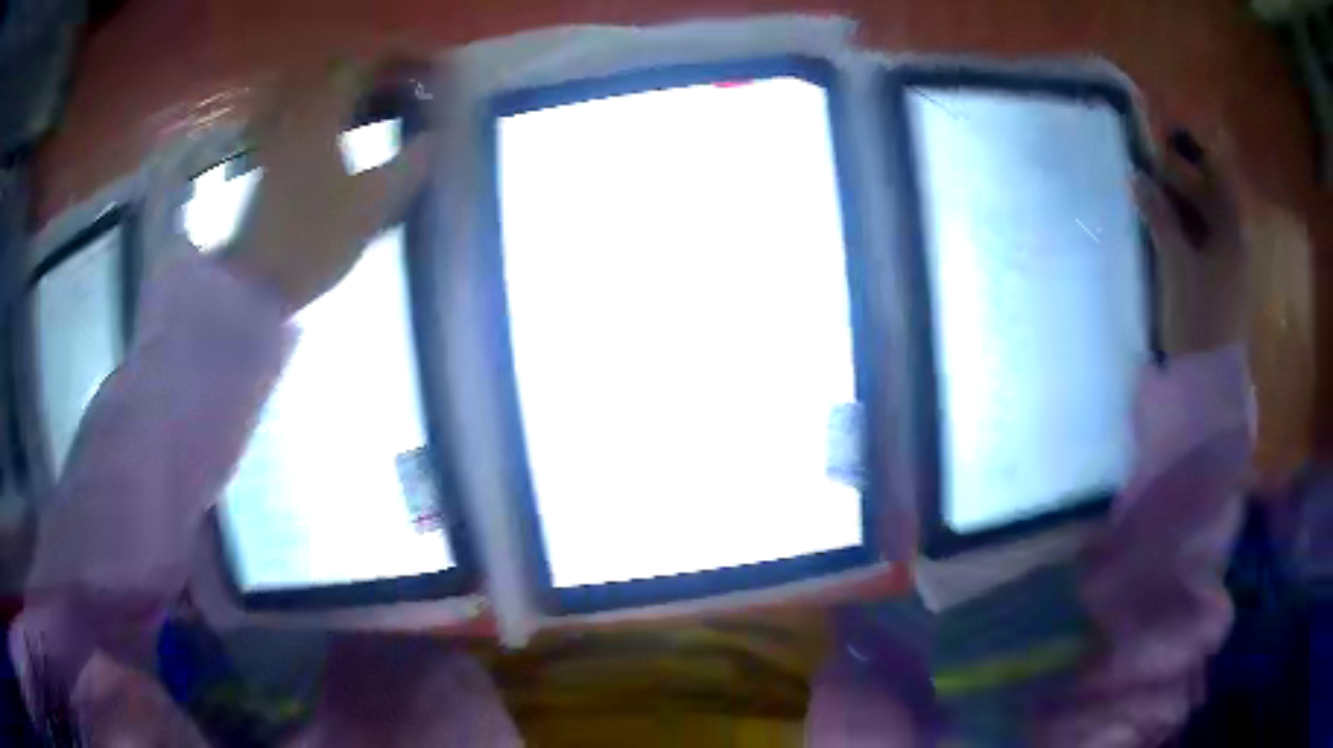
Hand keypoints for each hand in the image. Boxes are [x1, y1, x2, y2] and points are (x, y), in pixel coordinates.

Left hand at [224, 58, 431, 309]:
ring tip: (389, 105)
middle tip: (416, 87)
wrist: (253, 286)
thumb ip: (409, 166)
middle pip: (345, 69)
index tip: (437, 71)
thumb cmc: (310, 243)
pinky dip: (335, 110)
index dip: (407, 56)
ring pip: (325, 90)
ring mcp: (280, 132)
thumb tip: (435, 140)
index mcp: (321, 113)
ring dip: (360, 89)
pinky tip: (348, 129)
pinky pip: (309, 112)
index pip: (368, 60)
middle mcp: (297, 111)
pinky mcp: (272, 155)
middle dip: (386, 69)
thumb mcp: (370, 207)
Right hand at [1135, 130, 1250, 355]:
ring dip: (1178, 202)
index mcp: (1231, 230)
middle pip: (1208, 192)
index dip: (1191, 150)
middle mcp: (1233, 239)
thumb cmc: (1198, 317)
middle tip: (1146, 165)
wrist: (1207, 383)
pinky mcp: (1215, 282)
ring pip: (1202, 217)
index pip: (1215, 172)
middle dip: (1180, 174)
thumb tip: (1136, 175)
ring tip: (1147, 193)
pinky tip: (1161, 228)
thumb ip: (1159, 216)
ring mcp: (1226, 262)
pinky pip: (1199, 240)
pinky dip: (1181, 227)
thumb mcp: (1177, 262)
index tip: (1162, 137)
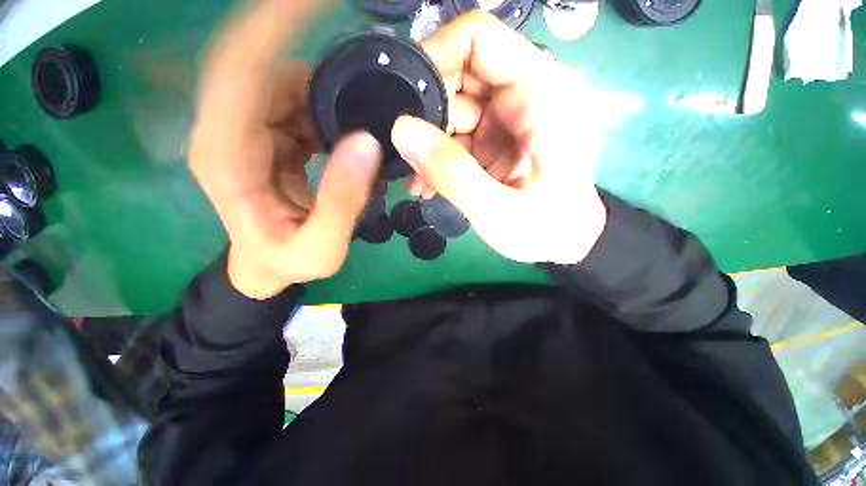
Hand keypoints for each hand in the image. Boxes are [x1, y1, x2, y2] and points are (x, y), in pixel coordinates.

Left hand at [191, 0, 380, 298]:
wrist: (267, 266)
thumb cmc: (287, 262)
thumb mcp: (321, 247)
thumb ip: (343, 201)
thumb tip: (367, 143)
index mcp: (228, 158)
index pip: (239, 72)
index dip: (272, 27)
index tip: (314, 1)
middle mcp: (228, 132)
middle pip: (262, 67)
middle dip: (306, 50)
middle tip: (361, 66)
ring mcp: (246, 131)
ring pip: (280, 82)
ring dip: (322, 88)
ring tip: (359, 110)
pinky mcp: (265, 135)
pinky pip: (292, 102)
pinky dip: (322, 104)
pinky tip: (345, 126)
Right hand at [392, 12, 606, 264]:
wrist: (565, 245)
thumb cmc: (545, 230)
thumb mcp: (497, 209)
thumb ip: (452, 172)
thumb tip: (402, 130)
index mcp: (544, 95)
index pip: (481, 39)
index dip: (435, 56)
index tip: (404, 99)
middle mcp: (529, 94)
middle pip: (462, 75)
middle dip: (428, 115)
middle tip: (409, 155)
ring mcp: (512, 117)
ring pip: (455, 109)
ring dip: (431, 144)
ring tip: (419, 181)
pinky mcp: (500, 138)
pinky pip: (460, 135)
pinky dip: (441, 156)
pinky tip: (429, 184)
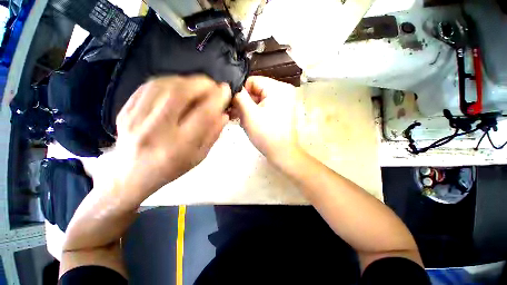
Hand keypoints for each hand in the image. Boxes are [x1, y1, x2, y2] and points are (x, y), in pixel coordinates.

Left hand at [104, 76, 230, 194]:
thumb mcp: (199, 157)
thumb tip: (224, 114)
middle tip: (213, 85)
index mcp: (179, 146)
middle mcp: (156, 130)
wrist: (131, 174)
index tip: (226, 91)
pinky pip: (149, 86)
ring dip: (186, 80)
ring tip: (198, 84)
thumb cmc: (171, 168)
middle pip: (180, 94)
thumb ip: (213, 135)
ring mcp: (136, 118)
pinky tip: (178, 85)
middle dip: (202, 84)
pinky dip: (169, 81)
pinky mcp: (126, 110)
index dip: (217, 98)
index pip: (203, 114)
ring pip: (163, 85)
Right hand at [231, 76, 299, 164]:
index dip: (241, 93)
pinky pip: (265, 106)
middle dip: (245, 102)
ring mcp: (284, 101)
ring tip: (242, 120)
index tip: (234, 106)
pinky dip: (256, 112)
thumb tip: (233, 88)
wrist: (281, 153)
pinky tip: (249, 121)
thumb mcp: (249, 114)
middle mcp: (283, 91)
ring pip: (260, 99)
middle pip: (256, 90)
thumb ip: (239, 97)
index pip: (252, 81)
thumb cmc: (266, 134)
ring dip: (249, 109)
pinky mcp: (282, 110)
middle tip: (235, 114)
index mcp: (278, 88)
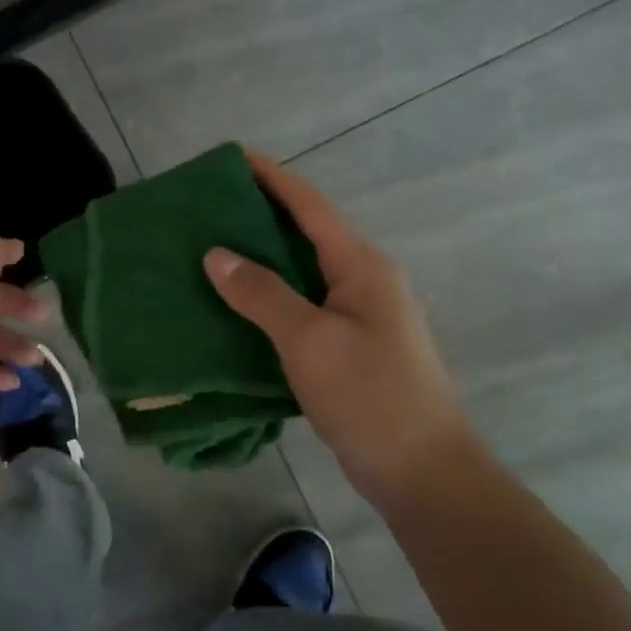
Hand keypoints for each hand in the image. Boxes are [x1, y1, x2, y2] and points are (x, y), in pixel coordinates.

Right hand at [204, 152, 474, 498]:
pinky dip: (269, 299)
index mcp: (362, 266)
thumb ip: (262, 294)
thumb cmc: (370, 396)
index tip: (232, 158)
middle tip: (207, 210)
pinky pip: (303, 307)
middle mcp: (364, 281)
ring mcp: (361, 316)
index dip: (272, 178)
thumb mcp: (310, 341)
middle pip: (306, 234)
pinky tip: (236, 308)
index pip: (310, 207)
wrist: (424, 472)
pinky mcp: (351, 347)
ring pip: (302, 273)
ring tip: (211, 253)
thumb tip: (216, 254)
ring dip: (261, 260)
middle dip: (260, 217)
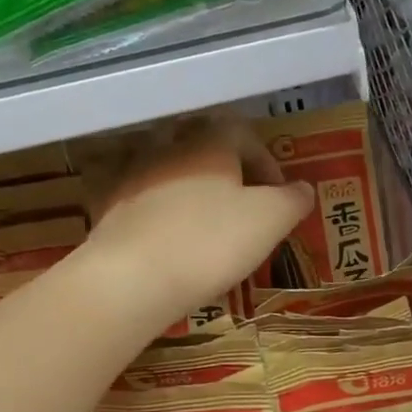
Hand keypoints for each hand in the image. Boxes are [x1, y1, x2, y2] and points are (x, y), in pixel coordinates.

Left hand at [82, 117, 313, 325]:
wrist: (132, 278)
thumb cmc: (211, 242)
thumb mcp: (271, 220)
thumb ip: (292, 200)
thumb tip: (303, 188)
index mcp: (209, 143)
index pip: (242, 133)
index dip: (266, 161)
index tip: (278, 193)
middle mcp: (168, 149)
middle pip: (203, 149)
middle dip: (226, 173)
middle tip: (243, 205)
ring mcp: (132, 178)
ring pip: (170, 174)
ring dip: (192, 193)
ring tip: (208, 228)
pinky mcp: (108, 210)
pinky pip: (143, 203)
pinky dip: (162, 217)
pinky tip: (172, 245)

= Aim of the task =
Everything in the entries above should be printed again exactly, apart from the pictures.

= Exercise response =
Hand keypoints for each hand in the image. Boxes are [x1, y1, x2, y2] and points are (x, y), in pixel coordinates.

Left hand at [224, 58, 431, 309]:
ring tip: (389, 105)
middle tip: (416, 87)
wrist: (253, 286)
thumb ip: (409, 166)
middle pip: (345, 69)
index tip: (437, 71)
thumb cmc: (310, 243)
pinky dip: (335, 110)
index dip: (407, 56)
ring pip: (325, 90)
ring mcp: (280, 132)
thumb tip: (435, 140)
index mcp: (321, 113)
ring dip: (360, 89)
pinky tip: (348, 129)
pinky pip: (309, 112)
index pip: (368, 60)
middle mcp: (297, 111)
pinky mcp: (272, 155)
middle dip: (386, 69)
thumb mcp: (370, 207)
Right hand at [1135, 130, 1250, 355]:
ring dip: (1178, 202)
index mcp: (1231, 230)
middle pip: (1208, 192)
index dip: (1191, 150)
middle mcp: (1233, 239)
thumb cmc: (1198, 317)
middle tip: (1146, 165)
wrist: (1207, 383)
pinky mcp: (1215, 282)
ring pip: (1202, 217)
index pip: (1215, 172)
middle dip: (1180, 174)
thumb tip: (1136, 175)
ring tip: (1147, 193)
pinky tip: (1161, 228)
thumb ip: (1159, 216)
ring mcp: (1226, 262)
pinky pip: (1199, 240)
pinky dip: (1181, 227)
thumb mcp: (1177, 262)
index tip: (1162, 137)
Hand keypoints for each hand in the image. Boxes are [x1, y1, x2, y2] and points are (x, y), in pixel coordinates.

Left hand at [191, 0, 380, 298]:
wrist: (267, 266)
thumb cmc: (287, 262)
thumb mcp: (321, 247)
thumb ip: (343, 201)
thumb tip: (367, 143)
index mcp: (228, 158)
index pip: (239, 72)
index dip: (272, 27)
index tip: (314, 1)
middle mcp: (228, 132)
middle pip: (262, 67)
middle dip: (306, 50)
middle tip: (361, 66)
ring mcp: (246, 131)
ring pip: (280, 82)
ring dip: (322, 88)
ring tip: (359, 110)
pinky mcp: (265, 135)
pinky pip: (292, 102)
pinky dip: (322, 104)
pinky tip: (345, 126)
Right hand at [392, 12, 606, 264]:
wrist: (565, 245)
thumb cmc: (545, 230)
thumb mcp: (497, 209)
thumb ip: (452, 172)
thumb tip: (402, 130)
index mcp: (544, 95)
index pip: (481, 39)
index dip: (435, 56)
index tip: (404, 99)
middle mcp: (529, 94)
middle pip: (462, 75)
middle dip: (428, 115)
middle tip: (409, 155)
ring mcp: (512, 117)
ring pip: (455, 109)
ring dip: (431, 144)
ring tip: (419, 181)
pinky mcp: (500, 138)
pinky pip: (460, 135)
pinky dip: (441, 156)
pinky tip: (429, 184)
Hand keypoints for each hand in the image. Boxes are [x1, y1, x2, y2] and points are (x, y), in pixel coordinates.

Left hand at [104, 76, 230, 194]:
thumb mcp: (199, 157)
thumb tip: (224, 114)
middle tip: (213, 85)
index mcp: (179, 146)
middle mcp: (156, 130)
wrist: (131, 174)
index tip: (226, 91)
pinky pip: (149, 86)
ring dip: (186, 80)
ring tip: (198, 84)
thumb cmc: (171, 168)
middle pip: (180, 94)
thumb ip: (213, 135)
ring mcp: (136, 118)
pinky tip: (178, 85)
middle dip: (202, 84)
pinky dip: (169, 81)
pinky mcp: (126, 110)
index dip: (217, 98)
index pip: (203, 114)
ring pip: (163, 85)
Right hand at [231, 76, 299, 164]:
index dip: (241, 93)
pinky pip: (265, 106)
middle dip: (245, 102)
ring mcp: (284, 101)
ring tip: (242, 120)
index tip: (234, 106)
pinky dip: (256, 112)
thumb tip: (233, 88)
wrist: (281, 153)
pinky tip: (249, 121)
thumb mcp: (249, 114)
middle mcp: (283, 91)
ring pip: (260, 99)
middle pip: (256, 90)
thumb ip: (239, 97)
index pip: (252, 81)
thumb cmc: (266, 134)
ring dip: (249, 109)
pinky mcp: (282, 110)
middle tip: (235, 114)
index mcp: (278, 88)
Hand keypoints for each hand in the image. Boxes are [x1, y1, x2, y2] and points are (x, y), in pixel coordinates.

Right hand at [204, 152, 474, 498]:
pinky dip: (269, 299)
index mcp: (362, 266)
thumb ip: (262, 294)
thumb cmc: (370, 396)
index tip: (232, 158)
middle tip: (207, 210)
pinky pip: (303, 307)
middle mcp: (364, 281)
ring mcp: (361, 316)
index dip: (272, 178)
thumb mcp: (310, 341)
middle pip: (306, 234)
pinky tip: (236, 308)
index pip: (310, 207)
wrist: (424, 472)
pinky mcp: (351, 347)
ring pip: (302, 273)
ring tip: (211, 253)
thumb tip: (216, 254)
ring dip: (261, 260)
middle dip: (260, 217)
Hand keypoints for each hand in the image. Boxes are [x1, y1, x2, y2] and points are (x, y), in pixel coordinates.

Left hand at [82, 117, 313, 325]:
wrist: (132, 278)
thumb cmc: (211, 242)
thumb mcp: (271, 220)
thumb ip: (292, 200)
thumb tip: (303, 188)
index mcp: (209, 143)
index pip: (242, 133)
index dip: (266, 161)
index tip: (278, 193)
middle mcp: (168, 149)
middle pip: (203, 149)
middle dip: (226, 173)
middle tip: (243, 205)
ring mcp: (132, 178)
ring pip: (170, 174)
ring dip: (192, 193)
ring tip: (208, 228)
pinky mcp: (108, 210)
pinky pip: (143, 203)
pinky dip: (162, 217)
pinky tip: (172, 245)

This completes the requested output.